# Amazon Price & Image Scraper 

Use this notebook to scrape spot instance prices and images that can be used on instances for each region and save the data. This data allows users to switch between regions easily without worrying about price and image id cahnges. 

Both resources require javascript submissions which is why selenium web-browser is used to scrape the websites. 

In [None]:
from bs4 import BeautifulSoup
from selenium import webdriver
import pandas as pd
import re 

def launch_driver(wait=10):
    chromeDriver = "C:/Webdriver/chromedriver.exe"                # set the driver path 
    driver = webdriver.Chrome(executable_path=chromeDriver)       # launch the driver 
    driver.implicitly_wait(wait)                                  # tell the driver to wait at least `wait` seconds before throwing up an error

    return driver 

## spot-instance prices

**Launch the driver**:

In [None]:
driver = launch_driver()

**Get the spot connect pricing website**:

In [None]:
driver.get('https://aws.amazon.com/ec2/spot/pricing/')

**Run the scraper**:

In [None]:
data = {}

headers = ['instance_type', 'linux_price', 'windows_price', 'region']
for header in headers:
    data[header] = []

soup = BeautifulSoup(driver.page_source)

region_tables = soup.find_all('div', {'class':'regions'})

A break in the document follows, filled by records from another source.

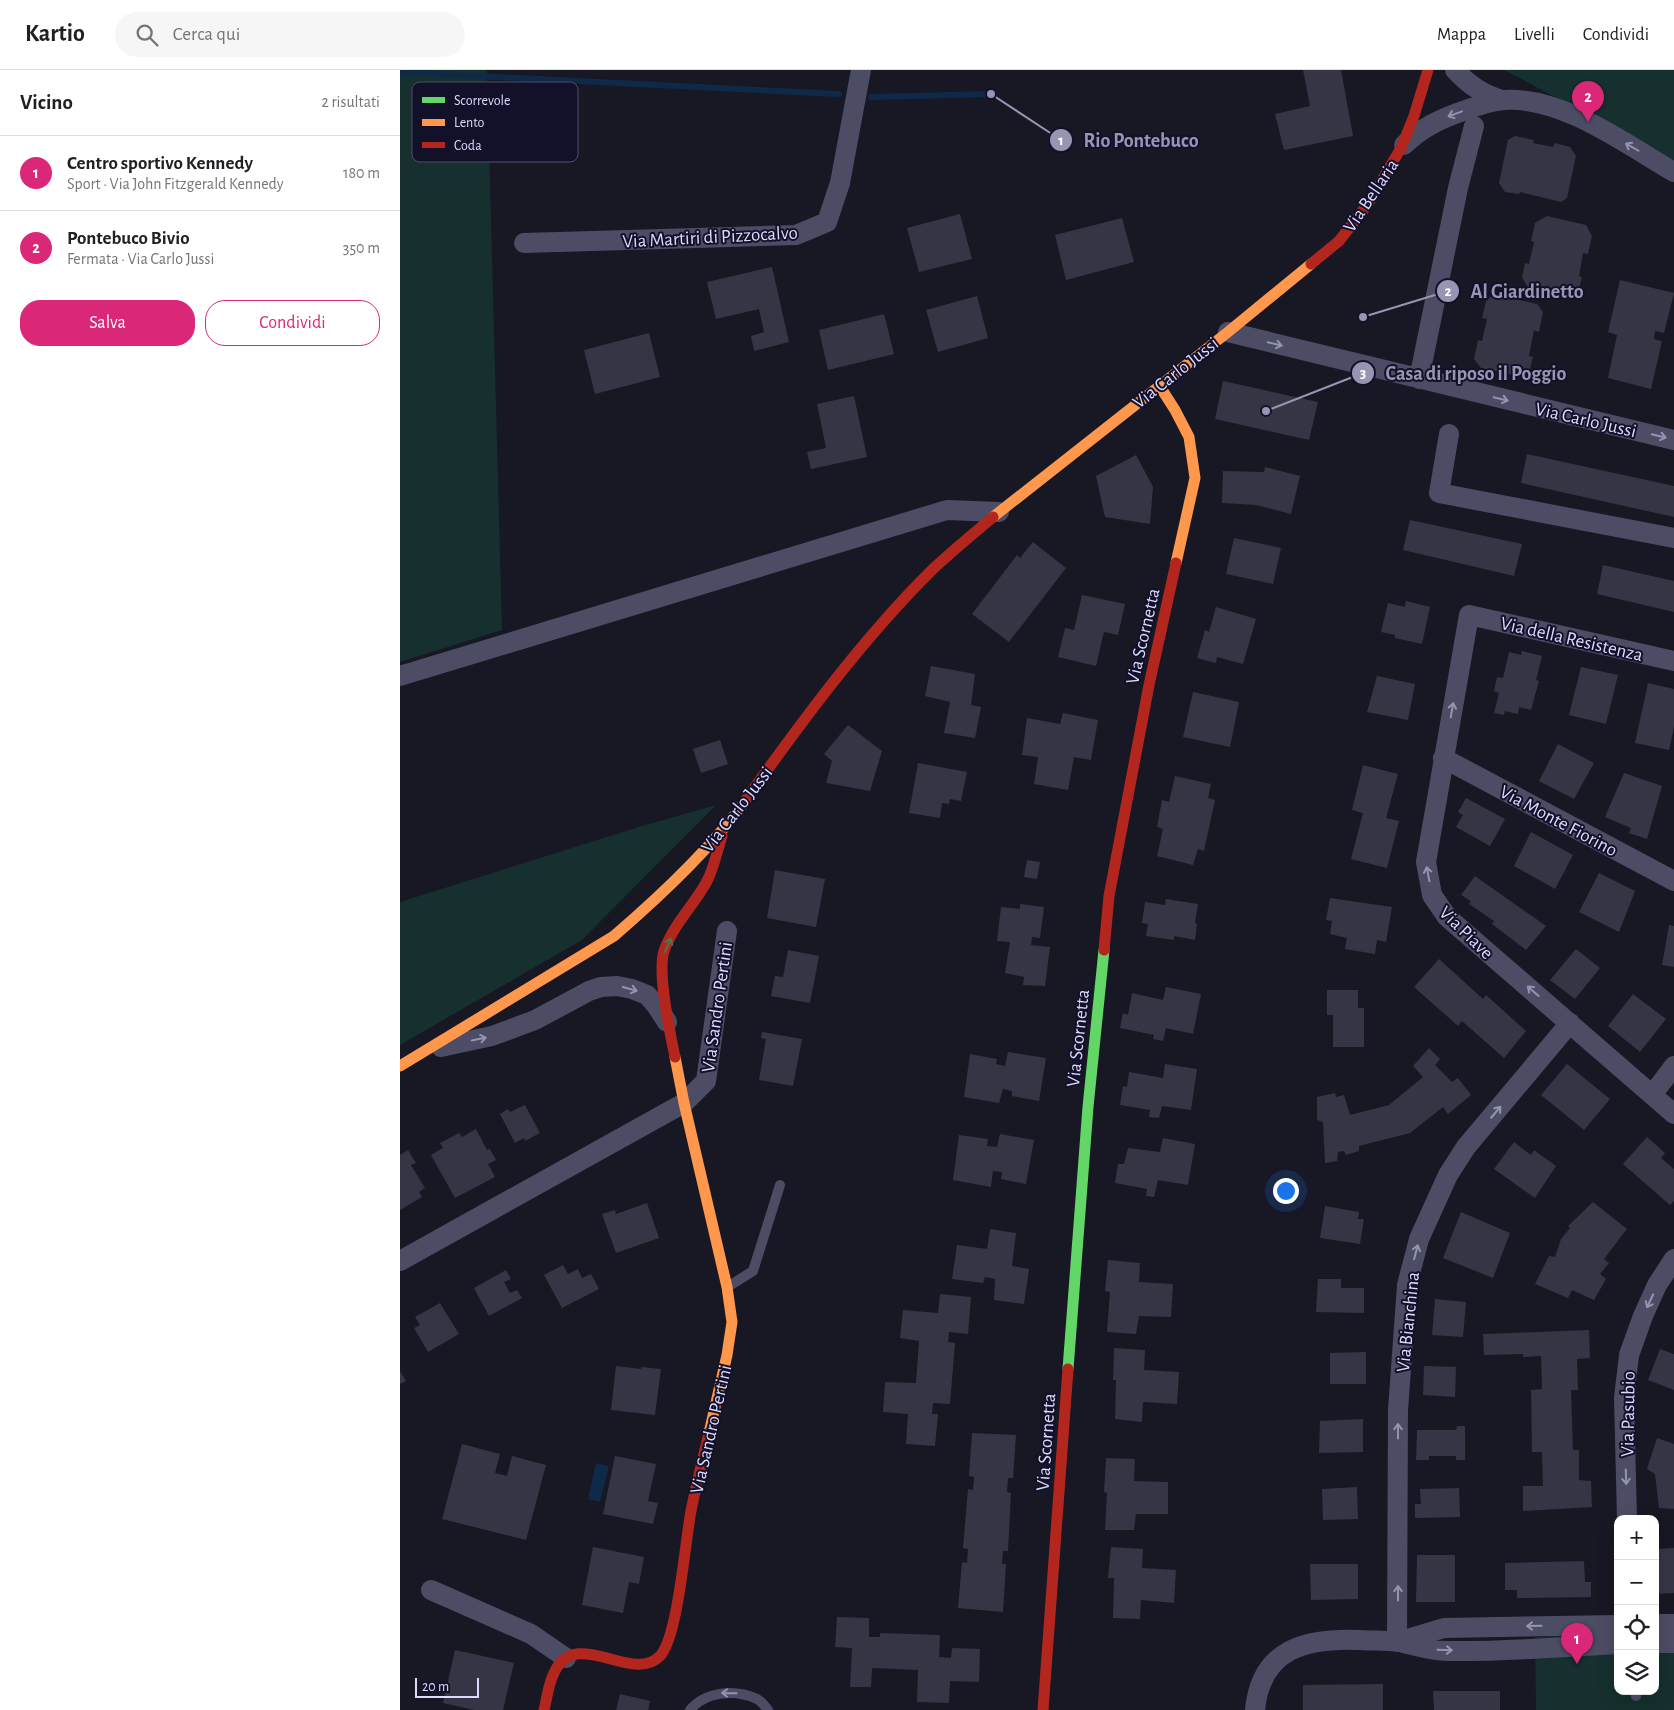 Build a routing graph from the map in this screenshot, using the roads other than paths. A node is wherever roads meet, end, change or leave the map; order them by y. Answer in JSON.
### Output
{"nodes":[{"id":1,"x":861,"y":70,"type":"edge"},
{"id":2,"x":1428,"y":70,"type":"edge"},
{"id":3,"x":1456,"y":70,"type":"edge"},
{"id":4,"x":1502,"y":100,"type":"junction"},
{"id":5,"x":1474,"y":126,"type":"dead end"},
{"id":6,"x":1401,"y":148,"type":"junction"},
{"id":7,"x":1674,"y":172,"type":"edge"},
{"id":8,"x":524,"y":244,"type":"dead end"},
{"id":9,"x":1228,"y":332,"type":"junction"},
{"id":10,"x":1419,"y":379,"type":"junction"},
{"id":11,"x":1159,"y":385,"type":"junction"},
{"id":12,"x":1449,"y":434,"type":"dead end"},
{"id":13,"x":1674,"y":440,"type":"edge"},
{"id":14,"x":999,"y":512,"type":"junction"},
{"id":15,"x":1674,"y":538,"type":"edge"},
{"id":16,"x":1469,"y":615,"type":"joint"},
{"id":17,"x":1674,"y":661,"type":"edge"},
{"id":18,"x":400,"y":676,"type":"edge"},
{"id":19,"x":1443,"y":758,"type":"junction"},
{"id":20,"x":724,"y":830,"type":"junction"},
{"id":21,"x":1674,"y":881,"type":"edge"},
{"id":22,"x":727,"y":931,"type":"dead end"},
{"id":23,"x":1570,"y":1023,"type":"junction"},
{"id":24,"x":669,"y":1028,"type":"junction"},
{"id":25,"x":432,"y":1048,"type":"junction"},
{"id":26,"x":400,"y":1066,"type":"edge"},
{"id":27,"x":1674,"y":1066,"type":"edge"},
{"id":28,"x":1652,"y":1095,"type":"junction"},
{"id":29,"x":684,"y":1103,"type":"junction"},
{"id":30,"x":1674,"y":1114,"type":"edge"},
{"id":31,"x":780,"y":1185,"type":"dead end"},
{"id":32,"x":1674,"y":1259,"type":"edge"},
{"id":33,"x":400,"y":1261,"type":"edge"},
{"id":34,"x":727,"y":1288,"type":"junction"},
{"id":35,"x":1627,"y":1515,"type":"edge"},
{"id":36,"x":431,"y":1590,"type":"dead end"},
{"id":37,"x":1659,"y":1624,"type":"edge"},
{"id":38,"x":1674,"y":1624,"type":"edge"},
{"id":39,"x":1614,"y":1625,"type":"edge"},
{"id":40,"x":1397,"y":1642,"type":"junction"},
{"id":41,"x":1659,"y":1643,"type":"edge"},
{"id":42,"x":1674,"y":1643,"type":"edge"},
{"id":43,"x":1614,"y":1644,"type":"edge"},
{"id":44,"x":566,"y":1658,"type":"junction"},
{"id":45,"x":544,"y":1710,"type":"edge"},
{"id":46,"x":690,"y":1710,"type":"edge"},
{"id":47,"x":768,"y":1710,"type":"edge"},
{"id":48,"x":1043,"y":1710,"type":"edge"},
{"id":49,"x":1255,"y":1710,"type":"edge"}],
"edges":[{"from":1,"to":8,"type":"street","name":"Via Martiri di Pizzocalvo"},
{"from":2,"to":6,"type":"street","name":"Via Bellaria"},
{"from":3,"to":4,"type":"street"},
{"from":4,"to":6,"type":"street","one_way":true},
{"from":7,"to":4,"type":"street","one_way":true},
{"from":5,"to":10,"type":"street"},
{"from":6,"to":9,"type":"street","name":"Via Bellaria"},
{"from":9,"to":10,"type":"street","name":"Via Carlo Jussi","one_way":true},
{"from":9,"to":11,"type":"street","name":"Via Carlo Jussi"},
{"from":10,"to":13,"type":"street","name":"Via Carlo Jussi","one_way":true},
{"from":11,"to":14,"type":"street","name":"Via Carlo Jussi"},
{"from":11,"to":48,"type":"street","name":"Via Scornetta"},
{"from":12,"to":15,"type":"street"},
{"from":14,"to":18,"type":"street"},
{"from":14,"to":20,"type":"street","name":"Via Carlo Jussi"},
{"from":16,"to":17,"type":"street","name":"Via della Resistenza"},
{"from":19,"to":16,"type":"street","name":"Via Piave","one_way":true},
{"from":19,"to":21,"type":"street","name":"Via Monte Fiorino"},
{"from":23,"to":19,"type":"street","name":"Via Piave","one_way":true},
{"from":24,"to":20,"type":"street","name":"Via Sandro Pertini","one_way":true},
{"from":20,"to":25,"type":"street","name":"Via Carlo Jussi"},
{"from":22,"to":29,"type":"street","name":"Via Sandro Pertini"},
{"from":23,"to":28,"type":"street","name":"Via Piave"},
{"from":40,"to":23,"type":"street","name":"Via Bianchina","one_way":true},
{"from":25,"to":24,"type":"street","name":"Via Sandro Pertini","one_way":true},
{"from":24,"to":29,"type":"street","name":"Via Sandro Pertini"},
{"from":25,"to":26,"type":"street","name":"Via Carlo Jussi"},
{"from":27,"to":28,"type":"street"},
{"from":28,"to":30,"type":"street","name":"Via Piave"},
{"from":29,"to":33,"type":"street","name":"Via Sandro Pertini"},
{"from":29,"to":34,"type":"street","name":"Via Sandro Pertini"},
{"from":31,"to":34,"type":"lane"},
{"from":32,"to":35,"type":"street","name":"Via Pasubio","one_way":true},
{"from":34,"to":44,"type":"street","name":"Via Sandro Pertini"},
{"from":36,"to":44,"type":"street"},
{"from":37,"to":38,"type":"street"},
{"from":39,"to":40,"type":"street","one_way":true},
{"from":40,"to":43,"type":"street","one_way":true},
{"from":40,"to":49,"type":"street"},
{"from":41,"to":42,"type":"street"},
{"from":44,"to":45,"type":"street"},
{"from":47,"to":46,"type":"lane","one_way":true}]}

# for region_table in region_tables
region_table = region_tables[0]

region_price_tables = region_table.find_all('div', {'class':'content'})

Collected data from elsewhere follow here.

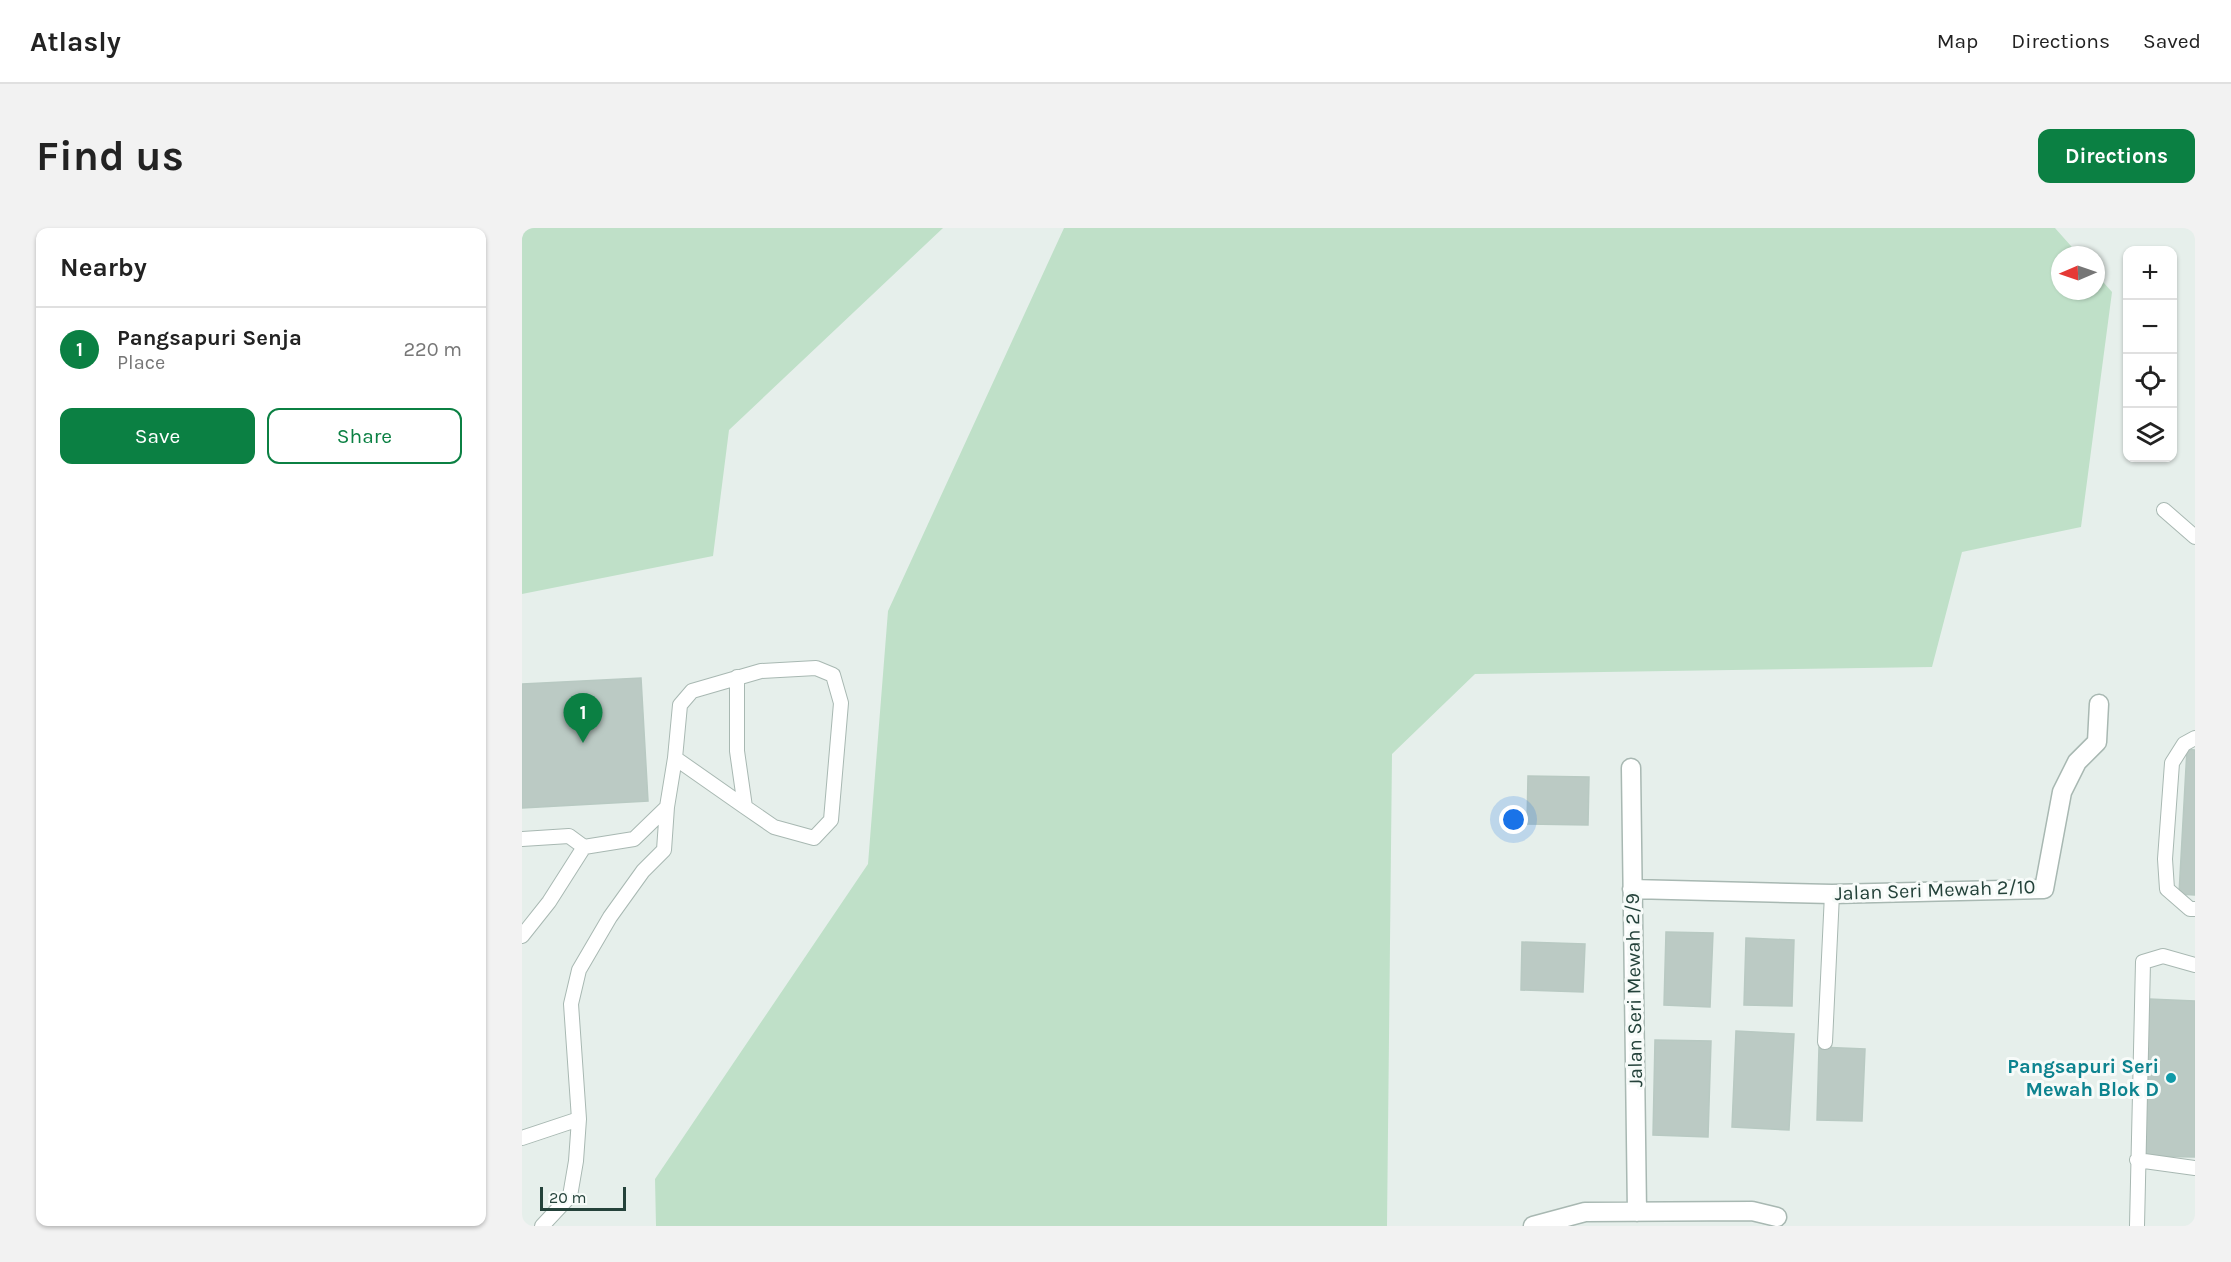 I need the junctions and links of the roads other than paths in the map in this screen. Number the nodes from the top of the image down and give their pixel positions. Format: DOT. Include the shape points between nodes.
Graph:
graph roads {
  1 [pos="2164,510"];
  2 [pos="2195,537"];
  3 [pos="737,677"];
  4 [pos="2099,704"];
  5 [pos="2195,738"];
  6 [pos="675,758"];
  7 [pos="1631,768"];
  8 [pos="667,807"];
  9 [pos="745,807"];
  10 [pos="522,839"];
  11 [pos="584,847"];
  12 [pos="1632,889"];
  13 [pos="1832,894"];
  14 [pos="2195,909"];
  15 [pos="522,936"];
  16 [pos="2195,965"];
  17 [pos="1825,1042"];
  18 [pos="579,1119"];
  19 [pos="522,1138"];
  20 [pos="2137,1160"];
  21 [pos="2195,1168"];
  22 [pos="1637,1212"];
  23 [pos="1778,1221"];
  24 [pos="542,1226"];
  25 [pos="1533,1226"];
  26 [pos="2137,1226"];
  1 -- 2 [label="lane"];
  3 -- 6 [label="lane" via="692,691 680,705"];
  3 -- 9 [label="lane" via="737,751"];
  3 -- 9 [label="lane" via="761,671 816,668 833,675 841,703 831,820 814,838 774,827"];
  4 -- 13 [label="street, Jalan Seri Mewah 2/10" via="2097,742 2077,762 2061,792 2044,889"];
  5 -- 14 [label="lane" via="2184,744 2172,763 2165,859 2167,889"];
  6 -- 8 [label="lane"];
  6 -- 9 [label="lane"];
  7 -- 12 [label="street, Jalan Seri Mewah 2/9"];
  8 -- 11 [label="lane" via="634,839"];
  8 -- 18 [label="lane" via="664,850 643,871 610,917 579,970 571,1004"];
  10 -- 11 [label="lane" via="569,836"];
  11 -- 15 [label="lane"];
  12 -- 13 [label="street, Jalan Seri Mewah 2/10"];
  12 -- 22 [label="street, Jalan Seri Mewah 2/9"];
  13 -- 17 [label="lane"];
  16 -- 20 [label="lane" via="2163,956 2143,962"];
  18 -- 19 [label="lane"];
  18 -- 24 [label="lane" via="570,1196"];
  20 -- 21 [label="lane"];
  20 -- 26 [label="lane"];
  22 -- 23 [label="street" via="1752,1210"];
  22 -- 25 [label="street" via="1585,1212"];
}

for table in region_price_tables: 

    table = table.find_all('table')[0]

    region_name = table.find_all('caption')[0].text

    rows = table.find_all('tr', {'class':'sizes'})

    for row in rows:
        for idx, val in enumerate(row.find_all('td')):
            data[headers[idx]].append(val.text)
            if example_num==1: 
                print(headers[idx], val.text)
        example_num +=1 

        data['region'].append(region_name)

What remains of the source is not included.